Anxiety is a kind of hunger gnawing away at us all just now. I try to keep myself busy. The tea and the music and enforced leisure are meant to be an antidote. Years ago my brother bought a static electricity generator. It was a relic from a time when electricty was thought to be helpful for all kinds of maladies. He experiemnted on me (of course..what are sisters for?). I dutifully held a handle from each side of the machine in my chubby hands while he cranked. The feeling of the low level of electricity coursing through me is how I often feel these days, except I can't drop the handles or make the generating stop.

Despite the music, I begin thinking of all the things that need doing--fill the table again put laundry on the line what will I make for tea will it stay dry enough for a walk what did I want to remember to add to Wednesday's grocery list? Is it safer to get cash from village post office or the ATM?

And I am rescued by one of my cats. She curls up on my lap and obliges me to be still for her sake. In that stillness,  the music makes its way in and smooths the electric hum of my fretsome self.
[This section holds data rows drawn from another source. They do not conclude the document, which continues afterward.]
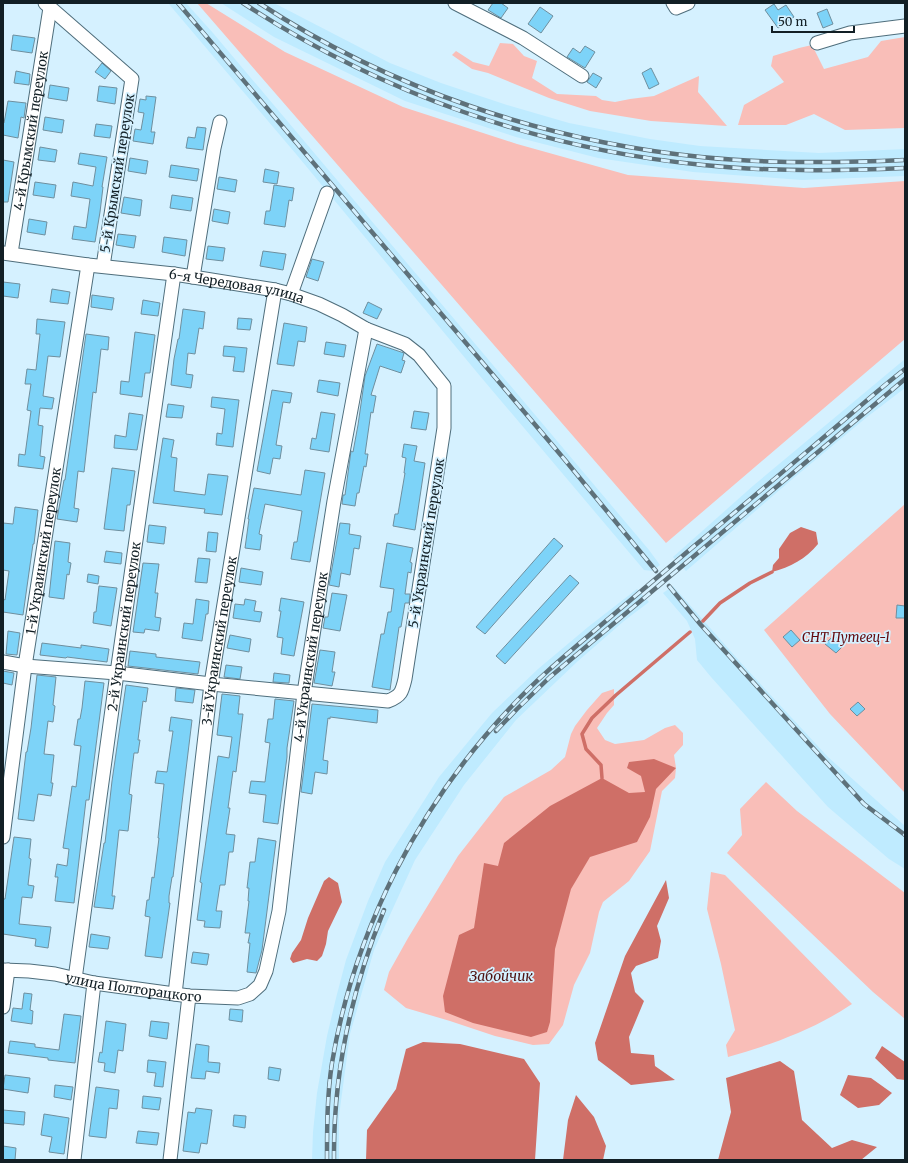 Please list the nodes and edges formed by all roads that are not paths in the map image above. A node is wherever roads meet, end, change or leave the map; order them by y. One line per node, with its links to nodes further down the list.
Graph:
1 (455, 3): 7 (street)
2 (688, 3): 4 (street)
3 (48, 5): 10 (street, 4-й Крымский переулок); 12 (street, 5-й Крымский переулок)
4 (674, 5)
5 (905, 26): 6 (street)
6 (817, 43)
7 (582, 76)
8 (220, 122): 14 (street)
9 (327, 193): 16 (street)
10 (7, 253): 11 (street, 6-я Чередовая улица)
11 (88, 265): 12 (street, 6-я Чередовая улица); 20 (street, 1-й Украинский переулок)
12 (103, 266): 13 (street, 6-я Чередовая улица)
13 (174, 274): 14 (street, 6-я Чередовая улица); 21 (street, 2-й Украинский переулок)
14 (192, 277): 15 (street, 6-я Чередовая улица)
15 (275, 290): 16 (street, 6-я Чередовая улица); 22 (street, 3-й Украинский переулок)
16 (291, 294): 17 (street, 6-я Чередовая улица)
17 (366, 329): 18 (street, 6-я Чередовая улица); 23 (street, 4-й Украинский переулок)
18 (444, 386): 23 (street, 5-й Украинский переулок)
19 (3, 662): 20 (street)
20 (25, 666): 21 (street); 24 (street, 1-й Украинский переулок)
21 (117, 673): 22 (street); 26 (street, 2-й Украинский переулок)
22 (210, 684): 23 (street); 29 (street, 3-й Украинский переулок)
23 (304, 693): 28 (street, 4-й Украинский переулок)
24 (3, 837)
25 (5, 970): 26 (street, улица Полторацкого); 31 (street)
26 (75, 978): 27 (street, улица Полторацкого)
27 (94, 983): 29 (street, улица Полторацкого); 32 (street)
28 (260, 984): 30 (street, улица Полторацкого)
29 (175, 994): 30 (street, улица Полторацкого)
30 (189, 996): 33 (street)
31 (3, 1007)
32 (74, 1160)
33 (170, 1160)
In the calm I think of the spinach in the cold frame. Almost big enough to take a leaf from each of the baby plants. And I have pots of younger ones waiting in the wings. We cannot do or make everything for ourselves, but we can take up arms against the hunger. One leaf at a time.





Friday, April 03, 2020

Snow Day in April

Of course it snows in April. My chldhood April came in like a lion and out like a lamb to describe the last difficult birthing of spring; here snow comes to make the frantic season of lambing just that more difficult.

I'm not lambing, so I revert to childhood memories of snow days. The shoop shoop of my snow trousers with their smooth water-resistant surface is like the leggings we wore under our dresses on schooldays or the smooth denim of the flannel-lined jeans of Saturdays and snow days.


Snow was either packing--suitable for snowballs, snowmen, snowangels or sledding; or not. I didn't need the fine differentiations ascribed to Inuit peoples.

The tell tale squeak beneath my boots tells me this is packing snow. I smile even though I probably wont make a snowman.  But I could, and that knowledge cheers me as I watch the snow curling neatly into little pom poms as it comes off the front of my boots.

I like the democratising of snow. It falls equally on things. I like the shortening of the horizon that comes with a full snow sky such as today, not the desultory flakes or the hard almost-hail that flies in like wasps.


These snowflakes are steady, large, feather-like, and the sky is full of them. As I try to make out the horizon, I understand the old tales of farmers out in the snow and lost. Even on this road that I know so well, it would be easy to miss the landmarks.

And snow that keeps on coming reminds me of the stories of ewes and their lambs hunkered up against a dyke and found safely days later because they had created a little pocket of air.


But today the snow is benign. The breeze is still. The sun is climbing higher and peering through the milky sky.  Already the snow is softening. The shoop shoop has changed tone as the snow has melted on the insides of my trousers.